This review explores the compatibility of the Blackblot Product Manager’s Toolkit® (PMTK), a market-driven product management methodology, with the product management function in Large-Scale Scrum (LeSS®), a software development method.

 

LeSS Background

LeSS originated in 2005 and emerged out of work by Craig Larman and Bas Vodde at Nokia Siemens Networks to apply the principles and ideals of Agile and Scrum to the enterprise.

The intent was to scale Scrum product development to multiple teams.

 

LeSS’s Character

LeSS is described as a lightweight or Agile framework for scaling Scrum to multiple teams who work on a single product.

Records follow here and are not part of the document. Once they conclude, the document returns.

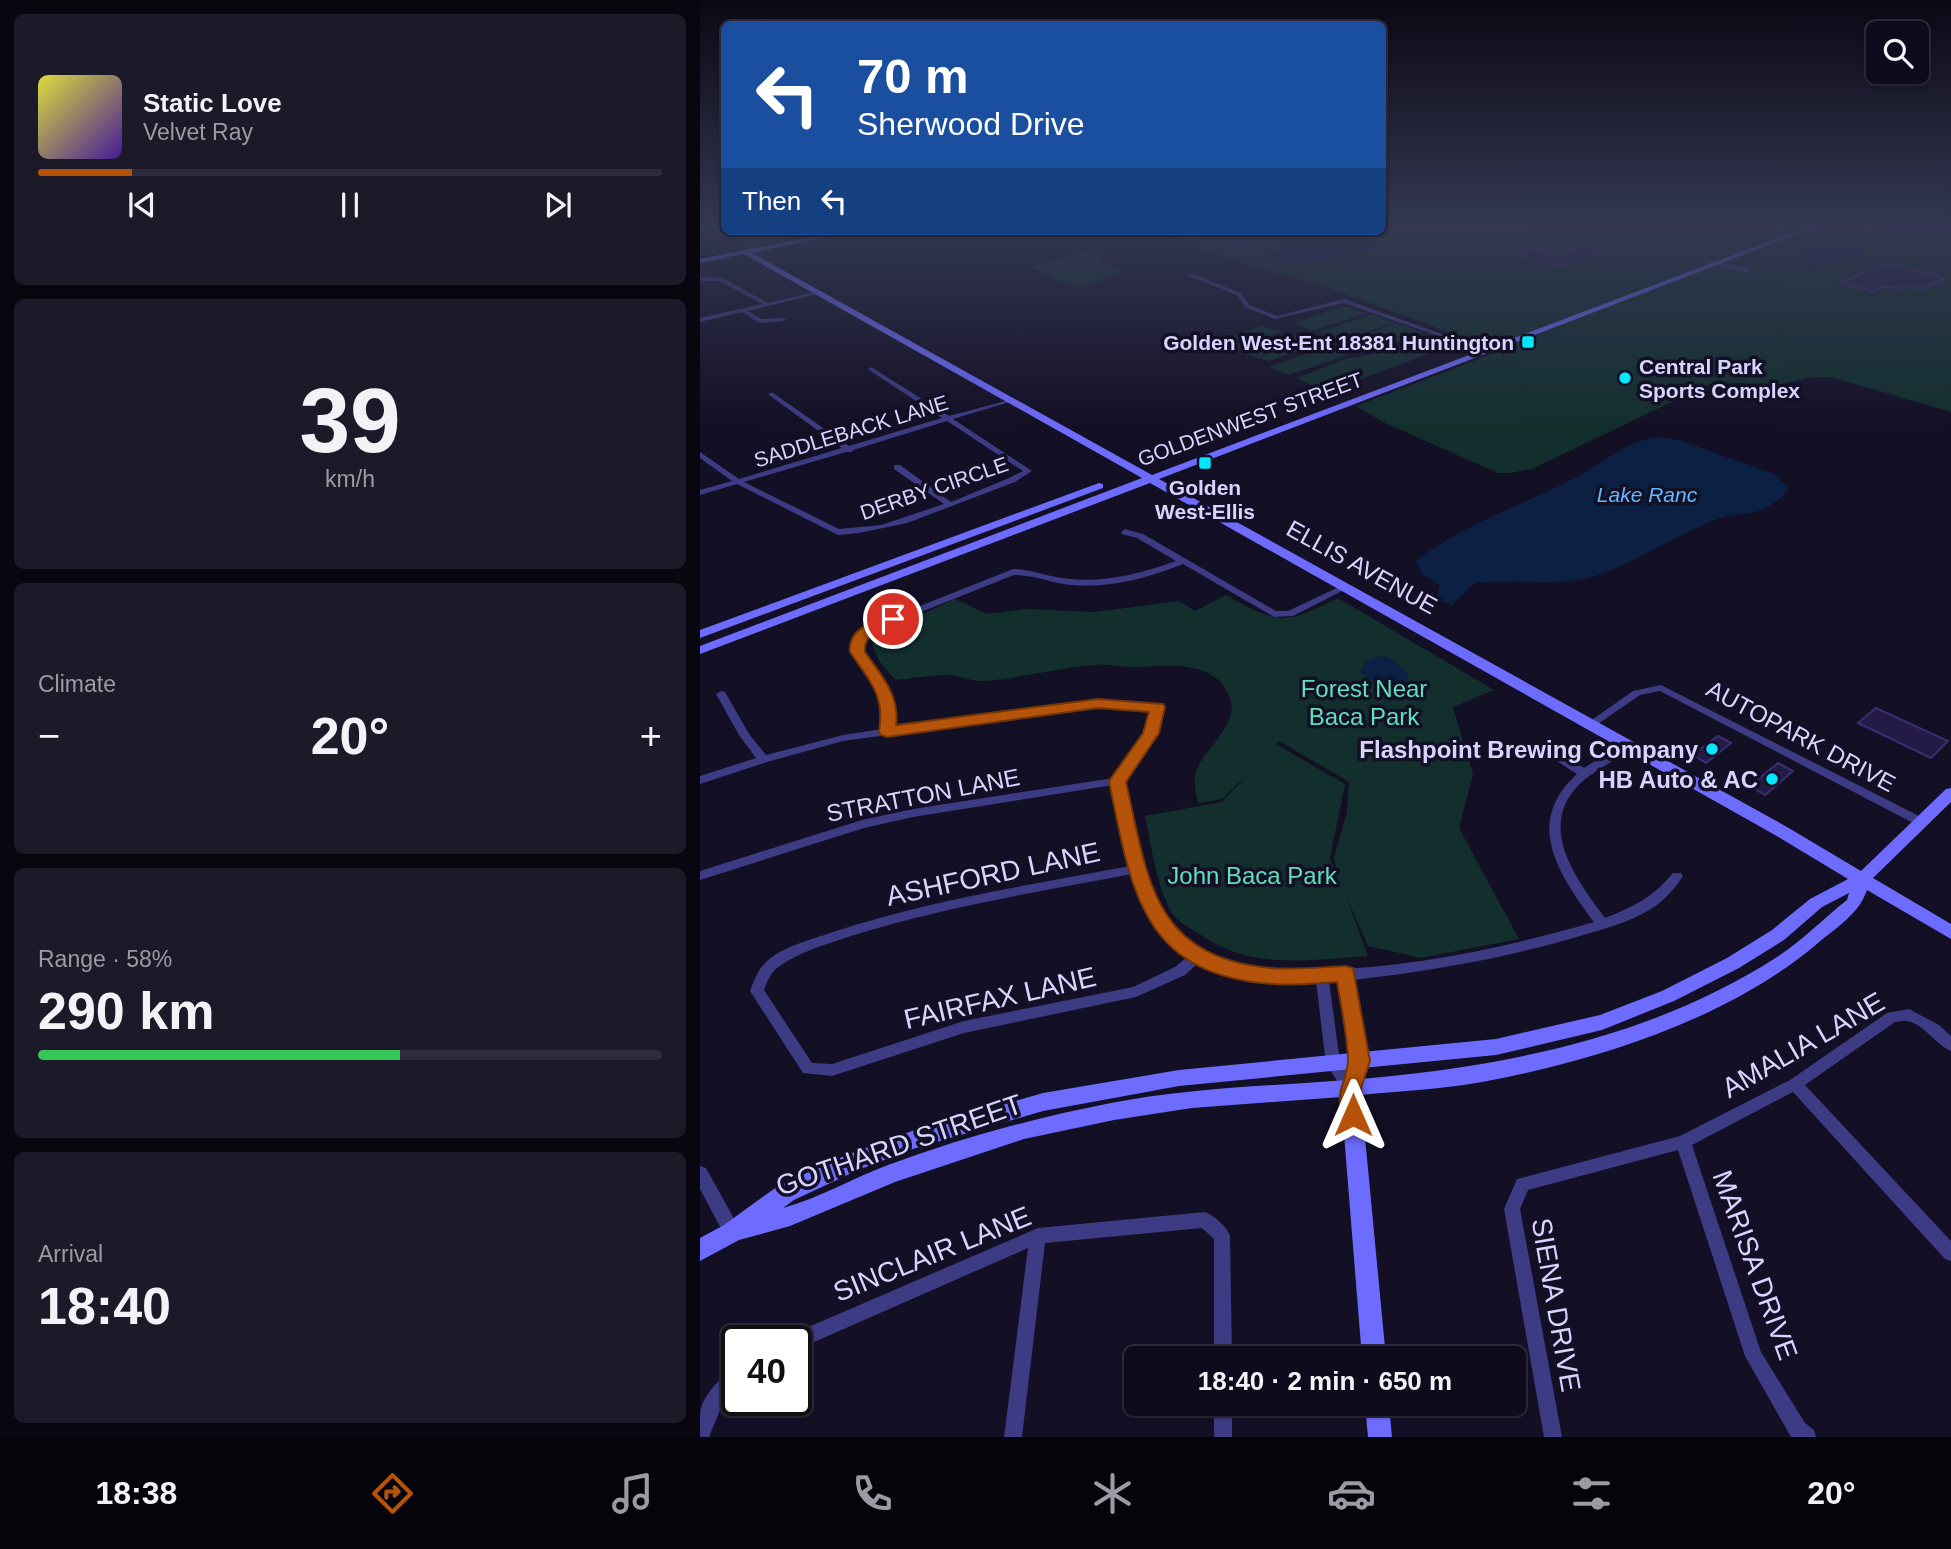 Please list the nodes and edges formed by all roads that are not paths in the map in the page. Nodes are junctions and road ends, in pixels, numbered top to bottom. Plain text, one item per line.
1 (749, 294) edge
2 (813, 294) edge
3 (820, 294) edge
4 (1239, 294) edge
5 (1616, 294) edge
6 (1624, 294) edge
7 (1638, 294) edge
8 (1595, 302) junction
9 (768, 304) junction
10 (1606, 306) junction
11 (741, 310) junction
12 (783, 319) dead end
13 (700, 320) edge
14 (1557, 325) junction
15 (1474, 347) junction
16 (1486, 351) junction
17 (871, 369) dead end
18 (771, 394) dead end
19 (1011, 400) junction
20 (950, 419) junction
21 (849, 450) junction
22 (700, 454) edge
23 (705, 464) edge
24 (897, 467) dead end
25 (1146, 474) junction
26 (740, 483) junction
27 (700, 493) edge
28 (949, 503) junction
29 (1125, 532) dead end
30 (1181, 562) junction
31 (1346, 587) junction
32 (700, 634) edge
33 (700, 650) edge
34 (721, 694) dead end
35 (1591, 724) junction
36 (887, 732) junction
37 (1627, 745) junction
38 (1542, 747) dead end
39 (763, 759) junction
40 (1585, 774) junction
41 (700, 780) edge
42 (1118, 781) junction
43 (1951, 793) edge
44 (1921, 822) junction
45 (1136, 869) junction
46 (700, 876) edge
47 (1677, 876) dead end
48 (1863, 878) junction
49 (1603, 924) junction
50 (1951, 932) edge
51 (1196, 957) junction
52 (1346, 974) junction
53 (1322, 976) junction
54 (1951, 1045) edge
55 (1359, 1061) junction
56 (1333, 1064) junction
57 (808, 1069) joint
58 (1796, 1084) junction
59 (1350, 1088) junction
60 (1683, 1142) junction
61 (700, 1173) edge
62 (1523, 1184) joint
63 (732, 1232) junction
64 (1038, 1236) junction
65 (700, 1250) edge
66 (1951, 1254) edge
67 (812, 1334) edge
68 (1223, 1346) edge
69 (1373, 1346) edge
70 (721, 1391) edge
71 (1223, 1416) edge
72 (1378, 1416) edge
73 (1799, 1435) edge
74 (701, 1437) edge
75 (1013, 1437) edge
76 (1223, 1437) edge
77 (1380, 1437) edge
78 (1553, 1437) edge

1 - 9 street
2 - 9 street
3 - 19 main road, ELLIS AVENUE
4 - 15 street
5 - 8 main road, GOLDENWEST STREET
6 - 10 main road
7 - 10 main road, GOLDENWEST STREET
8 - 14 main road
8 - 15 main road, GOLDENWEST STREET
9 - 11 street
10 - 14 main road, GOLDENWEST STREET
11 - 12 street
11 - 13 street
14 - 16 main road, GOLDENWEST STREET
15 - 16 street
15 - 25 main road, GOLDENWEST STREET
16 - 25 main road, GOLDENWEST STREET
17 - 20 street
18 - 21 street
19 - 20 street, SADDLEBACK LANE
19 - 25 main road, ELLIS AVENUE
20 - 21 street, SADDLEBACK LANE
20 - 28 street, DERBY CIRCLE
21 - 26 street, SADDLEBACK LANE
22 - 23 street, DERBY CIRCLE
23 - 26 street, DERBY CIRCLE
24 - 28 street
25 - 31 main road, ELLIS AVENUE
25 - 32 main road, GOLDENWEST STREET
25 - 33 main road, GOLDENWEST STREET
26 - 27 street, SADDLEBACK LANE
26 - 28 street, DERBY CIRCLE
29 - 30 street
30 - 31 street
30 - 36 street
31 - 35 main road, ELLIS AVENUE
34 - 39 street
35 - 37 main road, ELLIS AVENUE
35 - 44 street, AUTOPARK DRIVE
36 - 39 street
36 - 42 street
37 - 40 street
37 - 48 main road, ELLIS AVENUE
38 - 40 street
39 - 41 street
40 - 49 street
42 - 45 street
42 - 46 street, STRATTON LANE
43 - 44 main road, GOTHARD STREET
44 - 48 main road, GOTHARD STREET
45 - 51 street
45 - 57 street, ASHFORD LANE
47 - 49 street
48 - 50 main road, ELLIS AVENUE
48 - 55 main road, GOTHARD STREET
48 - 59 main road, GOTHARD STREET
49 - 52 street
51 - 53 street
51 - 57 street, FAIRFAX LANE
52 - 53 street
52 - 55 street
53 - 56 street
54 - 58 street, AMALIA LANE
55 - 56 main road, GOTHARD STREET
55 - 59 street
56 - 59 street
56 - 63 main road, GOTHARD STREET
58 - 60 street, AMALIA LANE
58 - 66 street
59 - 63 main road, GOTHARD STREET
59 - 69 main road
60 - 62 street, AMALIA LANE
60 - 73 street, MARISA DRIVE
61 - 63 street
62 - 78 street, SIENA DRIVE
63 - 65 main road, GOTHARD STREET
64 - 67 street, SINCLAIR LANE
64 - 68 street, SINCLAIR LANE
64 - 75 street
70 - 74 street
71 - 76 street
72 - 77 main road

Promoted as a minimalistic framework that advocates empiricism, LeSS encourages teams to adjust their implementation according to their needs.

With the notion that having companies scale down a comprehensive framework is the wrong way, LeSS instead is built to allow organizations to expand the minimalistic framework as required.

LeSS consists of ten principles, rules, configurations for small and large numbers of teams, guides (suggested recommendations), and a set of experiments.

 

LeSS Pros and Cons

LeSS benefits from Scrum’s widespread adoption by positioning itself as a natural progression from current Scrum implementations.

Leveraging existing Scrum teams to use LeSS purportedly results in lower implementation and training costs and lower overhead.

LeSS is proclaimed as minimalistic, ostensibly allowing for easier and flexible tailoring of LeSS to different scenarios.

However, LeSS is not prescriptive enough, a disadvantage for those seeking definitive guidance.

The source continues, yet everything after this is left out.